- _Assignment_
Gather all lines with "lane" from the records.

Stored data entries
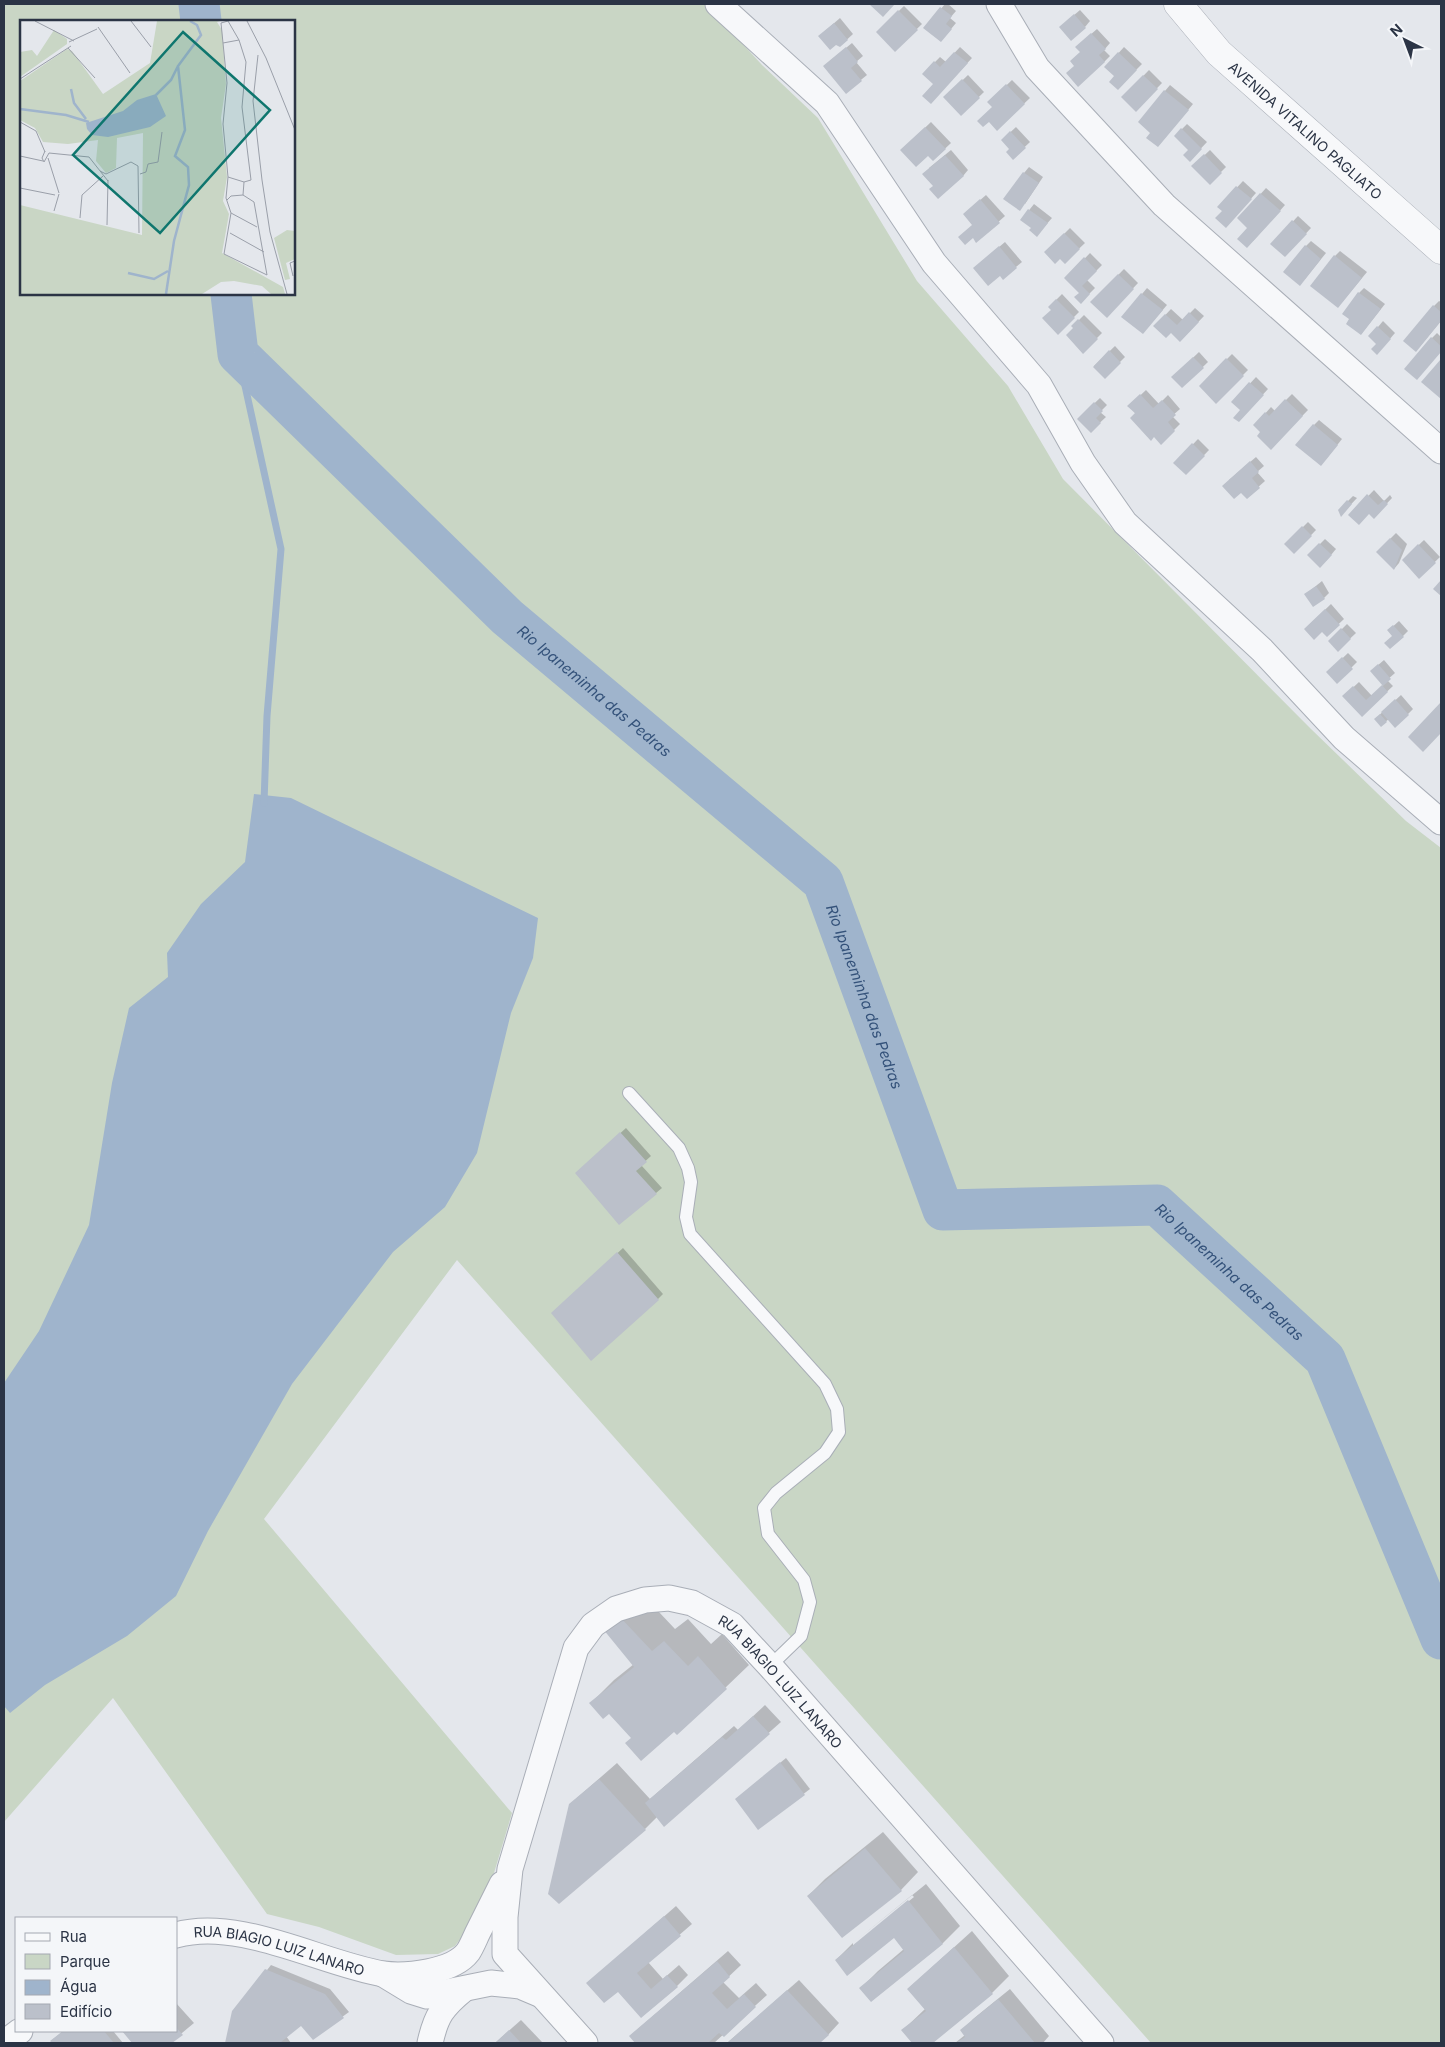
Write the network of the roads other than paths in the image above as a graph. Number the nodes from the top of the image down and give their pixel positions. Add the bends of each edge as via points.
1 (718, 4) edge
2 (999, 4) edge
3 (1178, 4) edge
4 (1441, 250) edge
5 (1441, 451) edge
6 (1441, 822) edge
7 (629, 1094) dead end
8 (770, 1666) junction
9 (510, 1869) junction
10 (178, 1935) edge
11 (468, 1953) junction
12 (506, 1954) junction
13 (393, 1980) junction
14 (490, 1983) junction
15 (464, 1989) junction
16 (544, 1996) junction
17 (19, 2032) edge
18 (4, 2043) edge
19 (429, 2043) edge
20 (585, 2043) edge
21 (1101, 2043) edge

1 - 6 street via 827,103 934,263 1039,386 1083,463 1125,523 1262,650 1344,738
2 - 5 street via 1037,68 1164,205
3 - 4 street, AVENIDA VITALINO PAGLIATO via 1219,54
7 - 8 lane via 678,1148 688,1168 691,1182 686,1216 690,1234 824,1384 837,1409 839,1432 825,1453 776,1493 764,1508 768,1534 804,1580 810,1602 801,1636
8 - 9 street, RUA BIAGIO LUIZ LANARO via 732,1625 692,1603 669,1598 645,1600 616,1608 593,1625 576,1648
8 - 21 street, RUA BIAGIO LUIZ LANARO
9 - 11 street, RUA BIAGIO LUIZ LANARO
9 - 12 street, RUA BIAGIO LUIZ LANARO via 505,1917
10 - 13 street, RUA BIAGIO LUIZ LANARO via 208,1931 239,1934
11 - 12 street via 477,1944 490,1942 497,1944
11 - 13 street, RUA BIAGIO LUIZ LANARO via 441,1969
11 - 14 street via 466,1966 471,1977 483,1984
12 - 14 street via 506,1970 498,1980
12 - 16 street
13 - 15 street, RUA BIAGIO LUIZ LANARO via 427,1996
13 - 19 street via 420,2014
14 - 15 street, RUA BIAGIO LUIZ LANARO
14 - 16 street via 508,1983
15 - 19 street via 444,2006
16 - 20 street
17 - 18 street

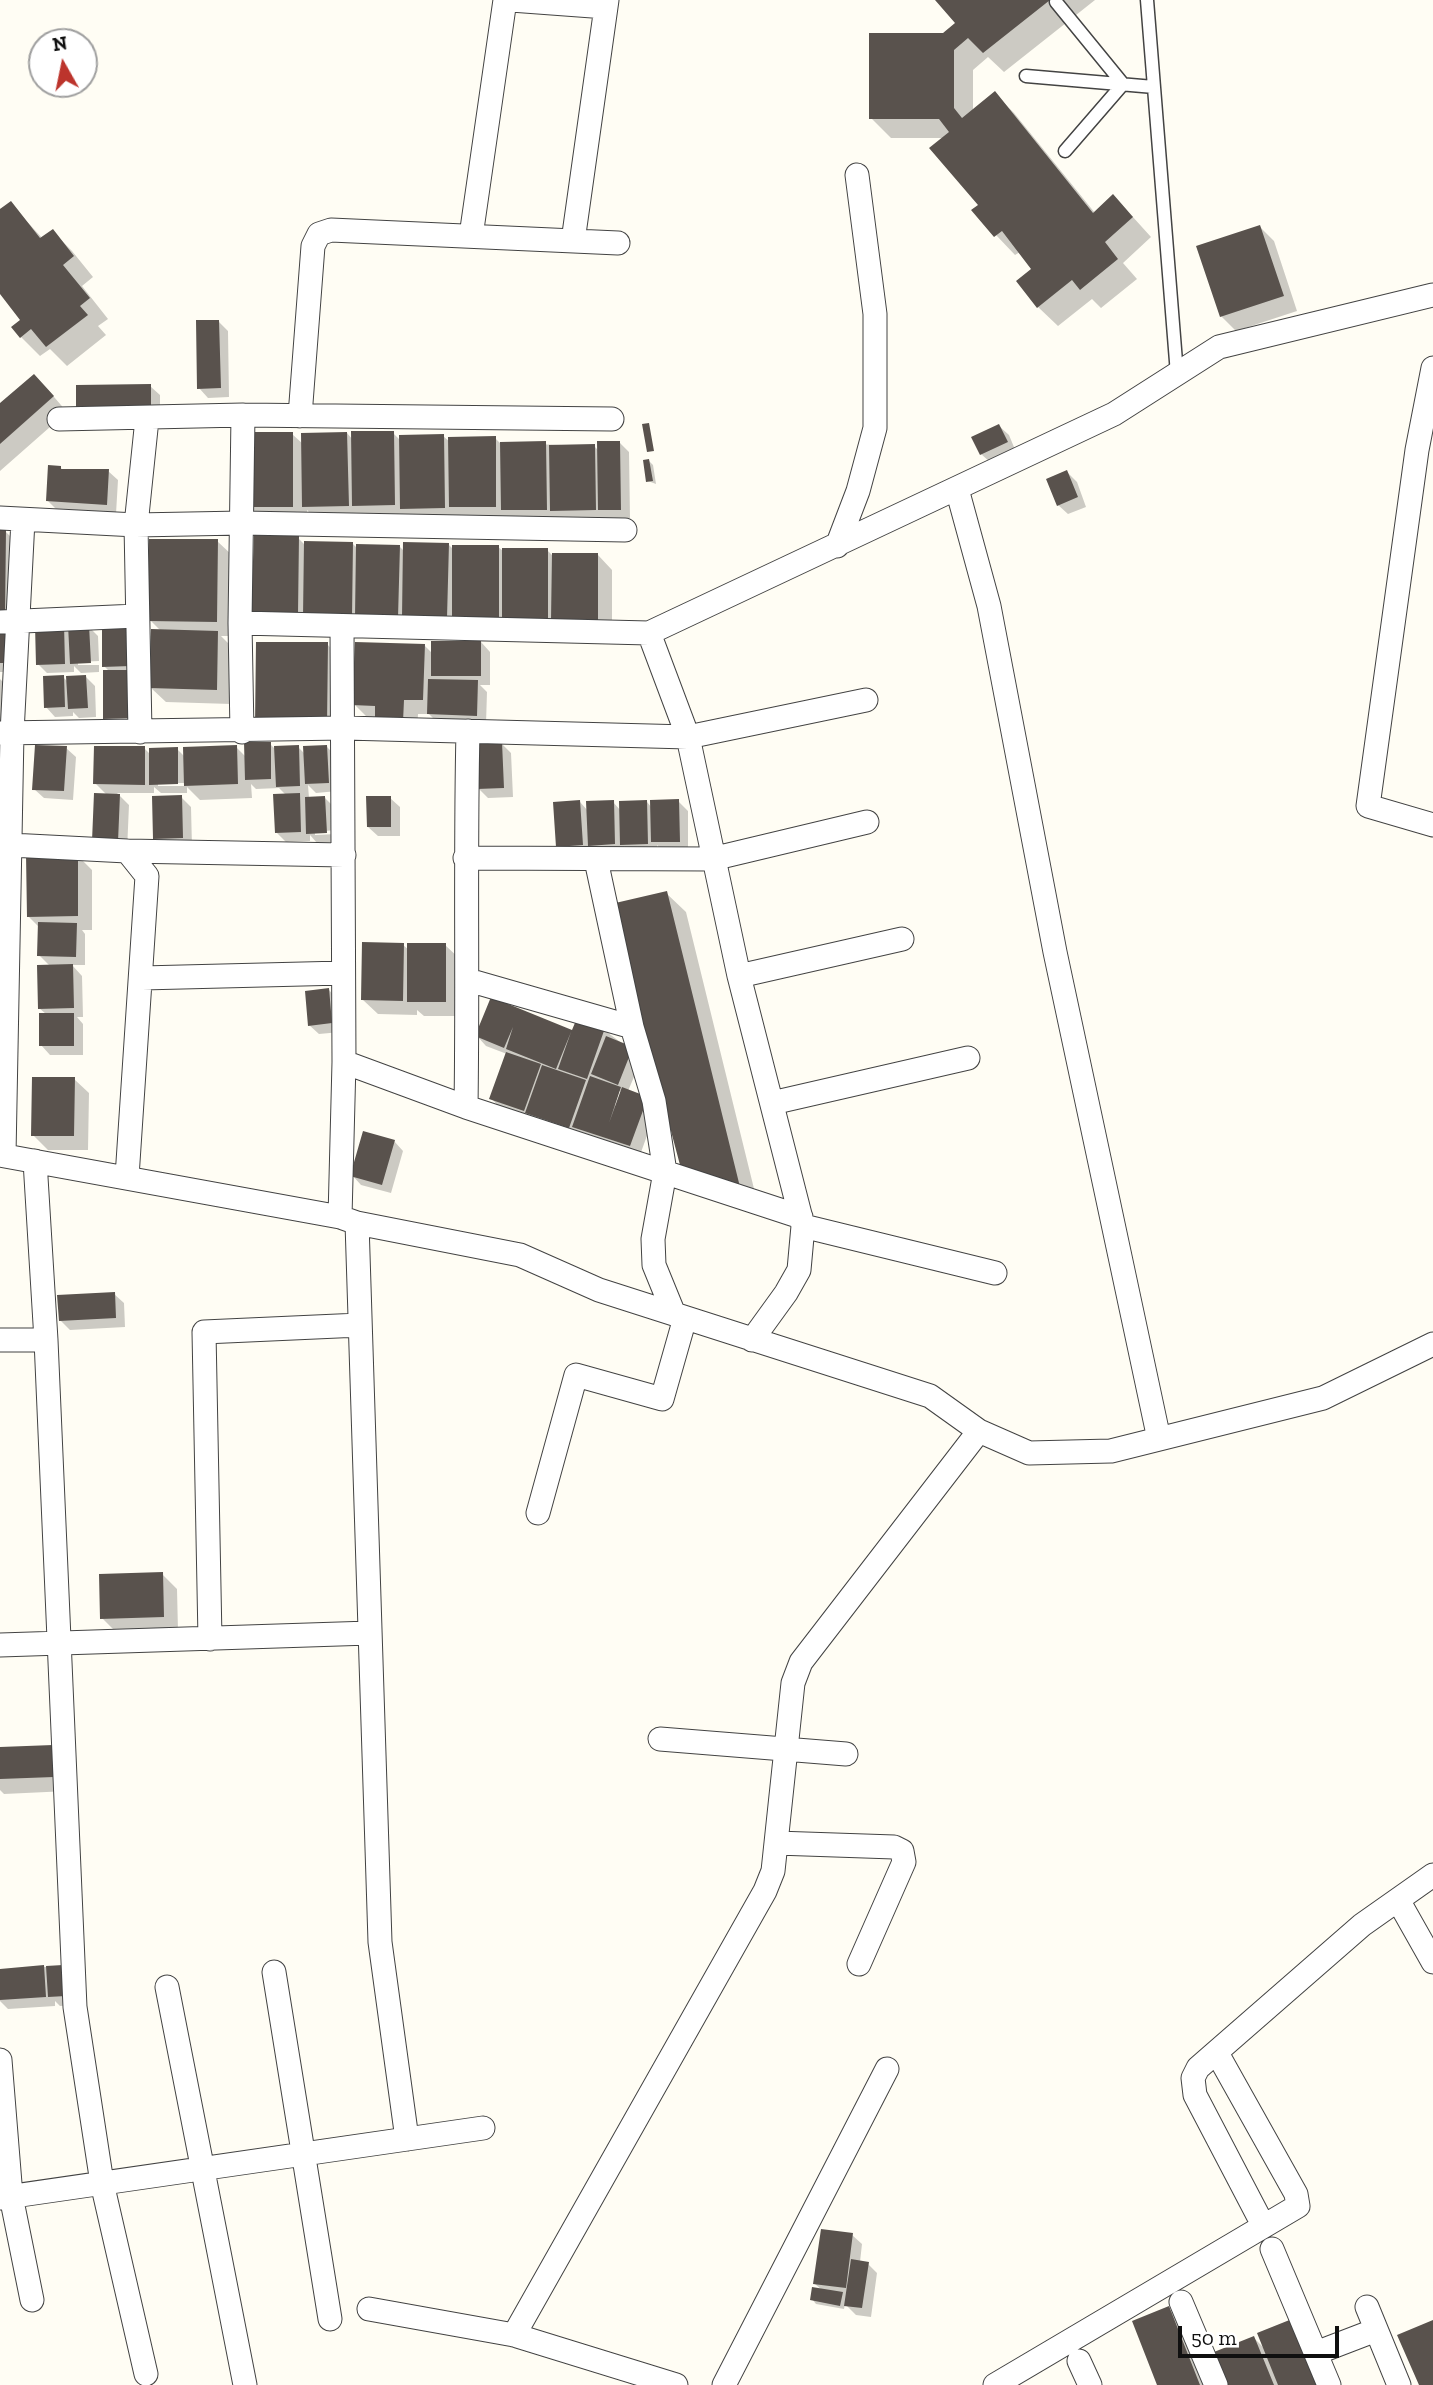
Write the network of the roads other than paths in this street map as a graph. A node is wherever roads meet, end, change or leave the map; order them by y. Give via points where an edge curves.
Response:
1 (505, 0) edge
2 (511, 0) edge
3 (1147, 0) edge
4 (1056, 2) dead end
5 (607, 4) edge
6 (1027, 76) dead end
7 (1123, 84) junction
8 (1154, 87) junction
9 (1065, 151) dead end
10 (856, 175) dead end
11 (471, 236) junction
12 (573, 241) junction
13 (618, 243) dead end
14 (1433, 295) edge
15 (1433, 368) edge
16 (1177, 373) junction
17 (243, 415) junction
18 (300, 416) junction
19 (59, 419) dead end
20 (147, 419) junction
21 (612, 419) dead end
22 (1425, 451) edge
23 (957, 489) junction
24 (11, 519) edge
25 (242, 523) junction
26 (136, 525) junction
27 (625, 530) dead end
28 (837, 547) junction
29 (137, 616) junction
30 (9, 622) edge
31 (240, 623) junction
32 (342, 627) junction
33 (649, 633) junction
34 (866, 700) dead end
35 (345, 728) junction
36 (468, 731) junction
37 (139, 732) junction
38 (242, 732) junction
39 (6, 733) edge
40 (688, 737) junction
41 (867, 822) dead end
42 (1433, 825) edge
43 (10, 845) junction
44 (127, 851) junction
45 (344, 855) junction
46 (465, 858) junction
47 (712, 859) junction
48 (596, 860) junction
49 (902, 939) dead end
50 (343, 974) junction
51 (739, 976) junction
52 (142, 978) junction
53 (468, 980) junction
54 (3, 1023) edge
55 (632, 1027) junction
56 (968, 1058) dead end
57 (344, 1062) junction
58 (772, 1102) junction
59 (466, 1107) junction
60 (2, 1155) edge
61 (34, 1161) junction
62 (665, 1172) junction
63 (127, 1177) junction
64 (349, 1220) junction
65 (802, 1222) junction
66 (996, 1273) dead end
67 (680, 1316) junction
68 (360, 1325) junction
69 (752, 1339) junction
70 (0, 1340) edge
71 (46, 1340) junction
72 (1433, 1343) edge
73 (979, 1431) junction
74 (1159, 1439) junction
75 (538, 1513) dead end
76 (370, 1633) junction
77 (210, 1639) junction
78 (58, 1643) junction
79 (0, 1645) edge
80 (660, 1739) dead end
81 (786, 1748) junction
82 (846, 1754) dead end
83 (776, 1843) junction
84 (1433, 1875) edge
85 (1398, 1900) junction
86 (1433, 1962) edge
87 (859, 1964) dead end
88 (274, 1972) dead end
89 (167, 1987) dead end
90 (1217, 2053) junction
91 (0, 2060) edge
92 (887, 2069) dead end
93 (483, 2128) dead end
94 (407, 2139) junction
95 (306, 2154) junction
96 (200, 2169) junction
97 (102, 2183) junction
98 (6, 2197) edge
99 (1263, 2225) junction
100 (1272, 2249) dead end
101 (32, 2300) dead end
102 (1181, 2302) dead end
103 (1367, 2307) dead end
104 (369, 2309) dead end
105 (330, 2319) dead end
106 (1376, 2330) junction
107 (513, 2335) junction
108 (1316, 2353) junction
109 (1079, 2361) dead end
110 (146, 2374) dead end
111 (244, 2385) edge
112 (676, 2385) edge
113 (723, 2385) edge
114 (995, 2385) edge
115 (1090, 2385) edge
116 (1216, 2385) edge
117 (1329, 2385) edge
118 (1399, 2385) edge

1 - 11 street
2 - 5 street
3 - 8 lane
4 - 7 lane
5 - 12 street
6 - 7 lane
7 - 8 lane
7 - 9 lane
8 - 16 lane
10 - 28 street via 875,314 876,428
11 - 12 street
11 - 18 street via 331,230 319,234 313,246
12 - 13 street
14 - 16 street via 1219,347
15 - 22 street
16 - 23 street via 1114,414
17 - 18 street
17 - 20 street
17 - 25 street
18 - 21 street
19 - 20 street
20 - 26 street
22 - 42 street via 1368,806
23 - 28 street
23 - 74 street via 989,606 1055,952
24 - 26 street
24 - 30 street
25 - 26 street
25 - 27 street
25 - 31 street
26 - 29 street
28 - 33 street
29 - 30 street
29 - 37 street
30 - 39 street
31 - 32 street
31 - 38 street
32 - 33 street
32 - 35 street
33 - 40 street
34 - 40 street
35 - 36 street
35 - 38 street
35 - 45 street
36 - 40 street
36 - 46 street
37 - 38 street
37 - 39 street
39 - 43 street
40 - 47 street
41 - 47 street
43 - 44 street
43 - 54 street
44 - 45 street
44 - 52 street via 147,876
45 - 50 street
46 - 48 street
46 - 53 street
47 - 48 street
47 - 51 street
48 - 55 street
49 - 51 street
50 - 52 street
50 - 57 street
51 - 58 street
52 - 63 street
53 - 55 street
53 - 59 street
54 - 60 street
55 - 62 street via 654,1101
56 - 58 street
57 - 59 street
57 - 64 street
58 - 65 street
59 - 62 street
60 - 61 street
61 - 63 street
61 - 71 street
62 - 65 street
62 - 67 street via 653,1239 654,1265
63 - 64 street
64 - 67 street via 520,1255 599,1290
64 - 68 street
65 - 66 street
65 - 69 street via 799,1270
67 - 69 street
67 - 75 street via 662,1399 576,1375
68 - 76 street
68 - 77 street via 204,1332
69 - 73 street via 930,1396
70 - 71 street
71 - 78 street
72 - 74 street via 1323,1398
73 - 74 street via 1029,1453 1111,1451
73 - 81 street via 801,1662 793,1683
76 - 77 street
76 - 94 street via 380,1942
77 - 78 street
78 - 79 street
78 - 97 street via 75,2007
80 - 81 street
81 - 82 street
81 - 83 street
83 - 87 street via 902,1851 904,1862
83 - 107 street via 774,1871 765,1891
84 - 85 street
85 - 86 street
85 - 90 street via 1362,1925
88 - 95 street
89 - 96 street
90 - 99 street via 1198,2068 1192,2087
90 - 99 street via 1298,2201 1293,2210
91 - 98 street
92 - 113 street
93 - 94 street
94 - 95 street
95 - 96 street
95 - 105 street
96 - 97 street
96 - 111 street
97 - 98 street
97 - 110 street
98 - 101 street
99 - 114 street
100 - 108 street
102 - 116 street
103 - 106 street
104 - 107 street
106 - 108 street
106 - 118 street
107 - 112 street
108 - 117 street
109 - 115 street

- _Reply to the exercise_
7 - 8 lane via 678,1148 688,1168 691,1182 686,1216 690,1234 824,1384 837,1409 839,1432 825,1453 776,1493 764,1508 768,1534 804,1580 810,1602 801,1636
3 - 8 lane
4 - 7 lane
6 - 7 lane
7 - 8 lane
7 - 9 lane
8 - 16 lane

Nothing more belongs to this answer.